Work instructions -
Using the data that follows, state the number of lines holding the word "experience", and give no other output.

Stored data

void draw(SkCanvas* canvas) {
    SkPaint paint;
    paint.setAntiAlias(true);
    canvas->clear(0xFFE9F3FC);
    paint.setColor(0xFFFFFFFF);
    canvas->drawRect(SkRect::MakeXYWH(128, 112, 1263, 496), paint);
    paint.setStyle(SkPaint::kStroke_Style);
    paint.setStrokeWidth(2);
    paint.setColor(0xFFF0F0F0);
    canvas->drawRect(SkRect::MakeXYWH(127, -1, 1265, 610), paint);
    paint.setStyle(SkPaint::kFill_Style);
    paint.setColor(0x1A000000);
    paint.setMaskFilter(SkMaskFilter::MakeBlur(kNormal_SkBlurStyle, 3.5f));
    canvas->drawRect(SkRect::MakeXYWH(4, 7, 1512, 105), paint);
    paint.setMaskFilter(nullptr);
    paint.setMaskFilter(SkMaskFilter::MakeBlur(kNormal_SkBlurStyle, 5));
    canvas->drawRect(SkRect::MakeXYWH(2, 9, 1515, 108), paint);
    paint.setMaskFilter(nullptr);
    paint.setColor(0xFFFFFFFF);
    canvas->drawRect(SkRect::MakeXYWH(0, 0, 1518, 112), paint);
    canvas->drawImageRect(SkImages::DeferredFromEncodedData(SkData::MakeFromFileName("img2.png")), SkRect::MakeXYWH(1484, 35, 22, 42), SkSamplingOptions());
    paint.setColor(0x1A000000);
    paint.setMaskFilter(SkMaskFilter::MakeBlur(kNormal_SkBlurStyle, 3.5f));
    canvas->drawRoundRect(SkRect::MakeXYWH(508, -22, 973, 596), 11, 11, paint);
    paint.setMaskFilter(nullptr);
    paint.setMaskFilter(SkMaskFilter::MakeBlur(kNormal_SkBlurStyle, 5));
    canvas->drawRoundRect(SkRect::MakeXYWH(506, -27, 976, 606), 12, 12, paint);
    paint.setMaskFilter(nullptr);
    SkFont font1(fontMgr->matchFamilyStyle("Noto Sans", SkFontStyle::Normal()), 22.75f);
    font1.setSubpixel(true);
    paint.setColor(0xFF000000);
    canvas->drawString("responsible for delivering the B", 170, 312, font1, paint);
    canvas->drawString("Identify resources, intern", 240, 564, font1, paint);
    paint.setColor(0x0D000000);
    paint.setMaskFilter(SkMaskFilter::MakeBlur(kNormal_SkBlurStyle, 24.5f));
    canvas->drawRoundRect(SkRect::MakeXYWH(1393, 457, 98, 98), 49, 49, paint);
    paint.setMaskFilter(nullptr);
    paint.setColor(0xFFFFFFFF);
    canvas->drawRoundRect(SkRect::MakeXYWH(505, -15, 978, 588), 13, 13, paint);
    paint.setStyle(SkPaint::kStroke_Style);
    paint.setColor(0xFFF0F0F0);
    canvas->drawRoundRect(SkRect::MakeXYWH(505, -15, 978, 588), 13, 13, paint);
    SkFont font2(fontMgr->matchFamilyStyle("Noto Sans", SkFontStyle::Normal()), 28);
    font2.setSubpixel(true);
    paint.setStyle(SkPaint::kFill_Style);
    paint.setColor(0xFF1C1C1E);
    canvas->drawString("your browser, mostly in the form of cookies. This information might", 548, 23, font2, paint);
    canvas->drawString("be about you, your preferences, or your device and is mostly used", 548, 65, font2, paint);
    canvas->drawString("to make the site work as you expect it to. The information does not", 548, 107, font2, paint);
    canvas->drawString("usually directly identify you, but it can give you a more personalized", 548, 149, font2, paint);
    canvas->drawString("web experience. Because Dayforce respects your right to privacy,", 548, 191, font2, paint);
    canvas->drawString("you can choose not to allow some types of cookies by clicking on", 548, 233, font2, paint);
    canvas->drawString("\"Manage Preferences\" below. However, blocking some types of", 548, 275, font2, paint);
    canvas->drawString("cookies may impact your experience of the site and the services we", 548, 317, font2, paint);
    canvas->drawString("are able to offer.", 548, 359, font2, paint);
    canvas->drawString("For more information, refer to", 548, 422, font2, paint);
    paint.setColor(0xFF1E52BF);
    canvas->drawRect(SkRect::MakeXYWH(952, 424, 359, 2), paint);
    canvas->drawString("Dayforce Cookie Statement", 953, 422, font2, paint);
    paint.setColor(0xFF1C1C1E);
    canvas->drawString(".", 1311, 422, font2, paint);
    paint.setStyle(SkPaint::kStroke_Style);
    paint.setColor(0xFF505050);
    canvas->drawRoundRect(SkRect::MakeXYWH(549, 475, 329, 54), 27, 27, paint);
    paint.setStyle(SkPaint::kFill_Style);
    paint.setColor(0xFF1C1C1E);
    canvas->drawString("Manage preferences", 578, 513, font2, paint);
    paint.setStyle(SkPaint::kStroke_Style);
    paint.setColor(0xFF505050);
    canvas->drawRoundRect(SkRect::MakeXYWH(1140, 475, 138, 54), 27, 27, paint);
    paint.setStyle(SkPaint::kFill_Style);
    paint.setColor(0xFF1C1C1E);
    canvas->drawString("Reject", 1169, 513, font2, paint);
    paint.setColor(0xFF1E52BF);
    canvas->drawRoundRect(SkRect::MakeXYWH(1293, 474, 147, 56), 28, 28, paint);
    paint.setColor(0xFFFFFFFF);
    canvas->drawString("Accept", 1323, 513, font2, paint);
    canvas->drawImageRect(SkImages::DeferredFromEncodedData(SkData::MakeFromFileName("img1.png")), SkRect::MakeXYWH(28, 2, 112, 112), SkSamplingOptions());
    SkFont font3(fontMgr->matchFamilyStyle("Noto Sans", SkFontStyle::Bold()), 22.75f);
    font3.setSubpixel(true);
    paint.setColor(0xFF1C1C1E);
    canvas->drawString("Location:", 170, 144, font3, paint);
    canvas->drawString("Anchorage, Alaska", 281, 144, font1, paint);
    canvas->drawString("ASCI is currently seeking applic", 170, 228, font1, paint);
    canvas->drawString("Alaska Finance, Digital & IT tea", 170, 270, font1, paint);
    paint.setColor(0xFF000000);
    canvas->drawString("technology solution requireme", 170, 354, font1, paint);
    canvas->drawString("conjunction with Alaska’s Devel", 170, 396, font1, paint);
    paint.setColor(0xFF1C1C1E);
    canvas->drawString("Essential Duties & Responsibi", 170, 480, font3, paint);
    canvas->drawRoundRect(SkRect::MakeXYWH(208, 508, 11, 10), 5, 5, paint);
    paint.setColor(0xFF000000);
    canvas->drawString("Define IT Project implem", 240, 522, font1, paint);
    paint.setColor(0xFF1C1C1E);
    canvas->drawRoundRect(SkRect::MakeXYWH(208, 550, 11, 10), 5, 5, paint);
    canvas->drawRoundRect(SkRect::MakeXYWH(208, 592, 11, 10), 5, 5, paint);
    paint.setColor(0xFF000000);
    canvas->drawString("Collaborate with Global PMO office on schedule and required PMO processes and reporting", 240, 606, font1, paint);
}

Task answer -
2